Prima dicta mihi, summa dicenda Camena.


The years will pass, and hearts will range,
YOU conquer Time, and Care, and Change.
Though Time doth still delight to shed
The dust on many a younger head;
Though Care, oft coming, hath the guile
From younger lips to steal the smile;
Though Change makes younger hearts wax cold,
And sells new loves for loves of old,
Time, Change, nor Care, hath learned the art
To fleck your hair, to chill your heart,
To touch your tresses with the snow,
To mar your mirth of long ago.
Change, Care, nor Time, while life endure,
Shall spoil our ancient friendship sure,
The love which flows from sacred springs,
In 'old unhappy far-off things,'
From sympathies in grief and joy,
Through all the years of man and boy.

Therefore, to you, the rhymes I strung
When even this 'brindled' head was young
I bring, and later rhymes I bring
That flit upon as weak a wing,
But still for you, for yours, they sing!



Many of the verses and translations in this volume were published first in
Ballads and Lyrics of Old France (1872). Though very sensible that they
have the demerits of imitative and even of undergraduate rhyme, I print
them again because people I like have liked them. The rest are of
different dates, and lack (though doubtless they need) the excuse of having
been written, like some of the earlier pieces, during College Lectures. I
would gladly have added to this volume what other more or less serious
rhymes I have written, but circumstances over which I have no control have
bound them up with Ballades, and other toys of that sort.
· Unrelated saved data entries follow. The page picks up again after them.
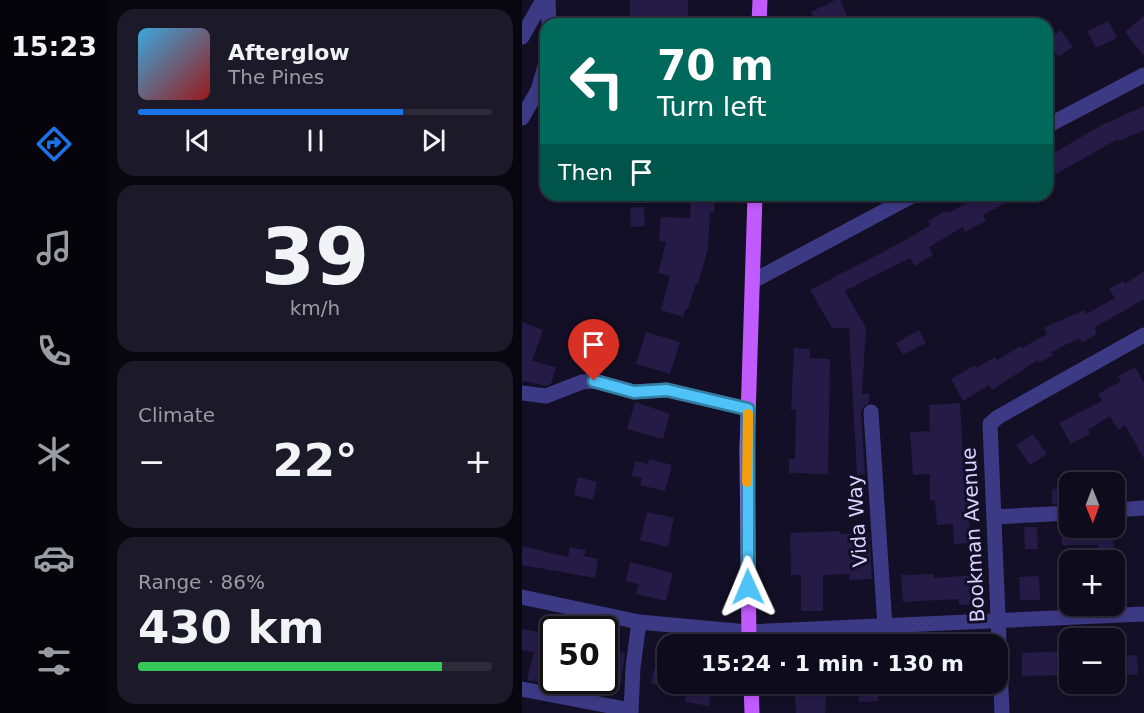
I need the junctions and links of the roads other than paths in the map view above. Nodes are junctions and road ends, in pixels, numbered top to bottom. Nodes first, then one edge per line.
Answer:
1 (543, 0) edge
2 (548, 0) edge
3 (760, 0) edge
4 (549, 18) edge
5 (759, 18) edge
6 (522, 37) edge
7 (1144, 75) edge
8 (540, 83) edge
9 (522, 118) edge
10 (1053, 123) edge
11 (755, 201) edge
12 (903, 201) edge
13 (753, 281) junction
14 (1143, 339) edge
15 (522, 393) edge
16 (748, 409) junction
17 (871, 412) dead end
18 (1144, 508) edge
19 (1125, 509) edge
20 (1059, 514) edge
21 (994, 517) junction
22 (522, 597) edge
23 (1144, 614) edge
24 (998, 620) junction
25 (639, 622) junction
26 (885, 627) junction
27 (717, 634) edge
28 (749, 634) edge
29 (806, 634) edge
30 (522, 689) edge
31 (751, 694) edge
32 (631, 711) edge
33 (752, 713) edge
34 (1002, 713) edge

1 - 6 street
2 - 4 street
3 - 5 main road
7 - 10 street
8 - 9 street
11 - 13 main road
12 - 13 street
13 - 16 main road
14 - 21 street, Bookman Avenue
15 - 16 street
16 - 28 main road
17 - 26 street, Vida Way
18 - 19 street
20 - 21 street
21 - 24 street, Bookman Avenue
22 - 25 street
23 - 24 street
24 - 26 street
24 - 34 street, Bookman Avenue
25 - 27 street
25 - 32 street
26 - 29 street
30 - 32 street
31 - 33 main road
It may be as well to repeat in prose, what has already been said in verse,
that Grass of Parnassus, the pretty Autumn flower, grows in the marshes at
the foot of the Muses' Hill, and other hills, not at the top by any means.
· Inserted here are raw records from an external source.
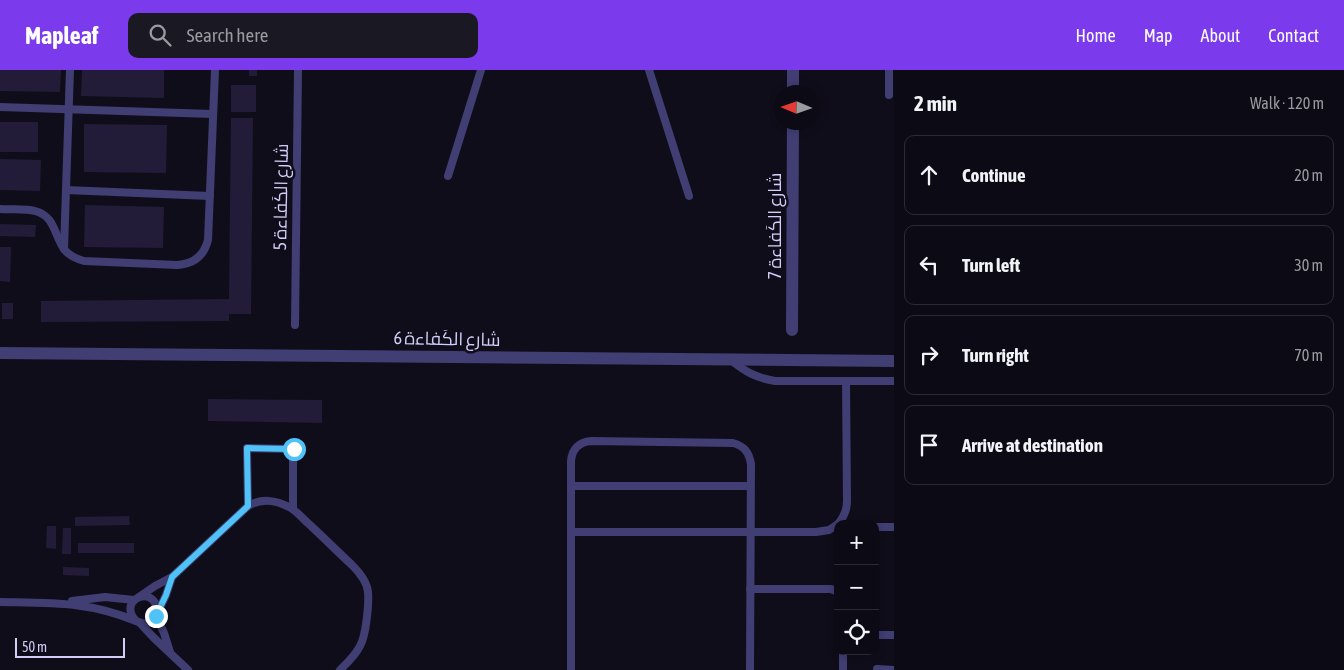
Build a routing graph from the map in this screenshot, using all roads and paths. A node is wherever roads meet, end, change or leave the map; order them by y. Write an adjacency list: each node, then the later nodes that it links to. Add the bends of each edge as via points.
1 (70, 70): 11 (lane)
2 (215, 70): 12 (lane)
3 (298, 70): 20 (lane, شارع الكَفاءة 5)
4 (481, 70): 14 (lane)
5 (649, 70): 17 (lane)
6 (793, 70): 8 (street)
7 (889, 70): 9 (lane)
8 (793, 85)
9 (889, 95)
10 (0, 107): 11 (lane)
11 (69, 109): 12 (lane); 15 (lane)
12 (213, 114): 16 (lane)
13 (793, 130): 21 (street, شارع الكَفاءة 7)
14 (448, 176)
15 (66, 190): 16 (lane); 19 (lane)
16 (210, 196): 19 (lane, via 208,240 202,254 191,262 177,265 84,261)
17 (689, 196)
18 (0, 209): 19 (lane, via 41,213 51,221)
19 (64, 249)
20 (295, 324)
21 (792, 330)
22 (0, 353): 23 (street, شارع الكَفاءة 6)
23 (732, 360): 24 (street, شارع الكَفاءة 6); 25 (lane, via 747,372 765,379)
24 (894, 360)
25 (846, 381): 26 (lane); 31 (lane, via 847,509)
26 (894, 381)
27 (571, 486): 28 (lane); 28 (lane, via 572,456 578,446 591,440 733,443 744,448 750,458); 35 (lane)
28 (750, 486): 36 (lane)
29 (248, 506): 30 (lane, via 270,501); 30 (lane, via 247,448 294,449); 37 (lane)
30 (293, 509): 51 (lane, via 358,572 368,592 364,639 356,654)
31 (841, 520)
32 (894, 526): 34 (lane)
33 (834, 527): 36 (lane, via 823,532)
34 (879, 527)
35 (571, 532): 36 (lane); 52 (lane)
36 (750, 532): 38 (lane)
37 (172, 577): 40 (lane); 43 (lane)
38 (750, 589): 39 (lane); 53 (lane)
39 (834, 590)
40 (137, 599): 42 (lane, via 98,598); 43 (lane, via 144,596 152,599); 44 (lane, via 131,604 130,613)
41 (0, 602): 42 (lane)
42 (62, 603): 44 (lane, via 88,606)
43 (157, 614): 44 (lane, via 149,623); 47 (lane)
44 (138, 622): 47 (lane)
45 (879, 635): 46 (lane)
46 (894, 635)
47 (170, 652): 50 (lane)
48 (843, 655): 54 (lane)
49 (877, 669): 55 (lane)
50 (188, 670)
51 (340, 670)
52 (571, 670)
53 (750, 670)
54 (843, 670)
55 (894, 670)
Several of the versions from the Greek Anthology have been published in the
Fortnightly Review, and the sonnet on Colonel Burnaby appeared in Punch.
These, with pieces from other serials, are reprinted by the courteous
permission of the Editors.

The verses that were published in Ballades and Lyrics, and in Ballads and
Verses Vain (Charles Scribner's Sons, New York), are marked in the contents
with an asterisk.



GRASS OF PARNASSUS.



Pale star that by the lochs of Galloway,
In wet green places 'twixt the depth and height
Dost keep thine hour while Autumn ebbs away,
When now the moors have doffed the heather bright,
Grass of Parnassus, flower of my delight,
How gladly with the unpermitted bay -
Garlands not mine, and leaves that not decay -
How gladly would I twine thee if I might!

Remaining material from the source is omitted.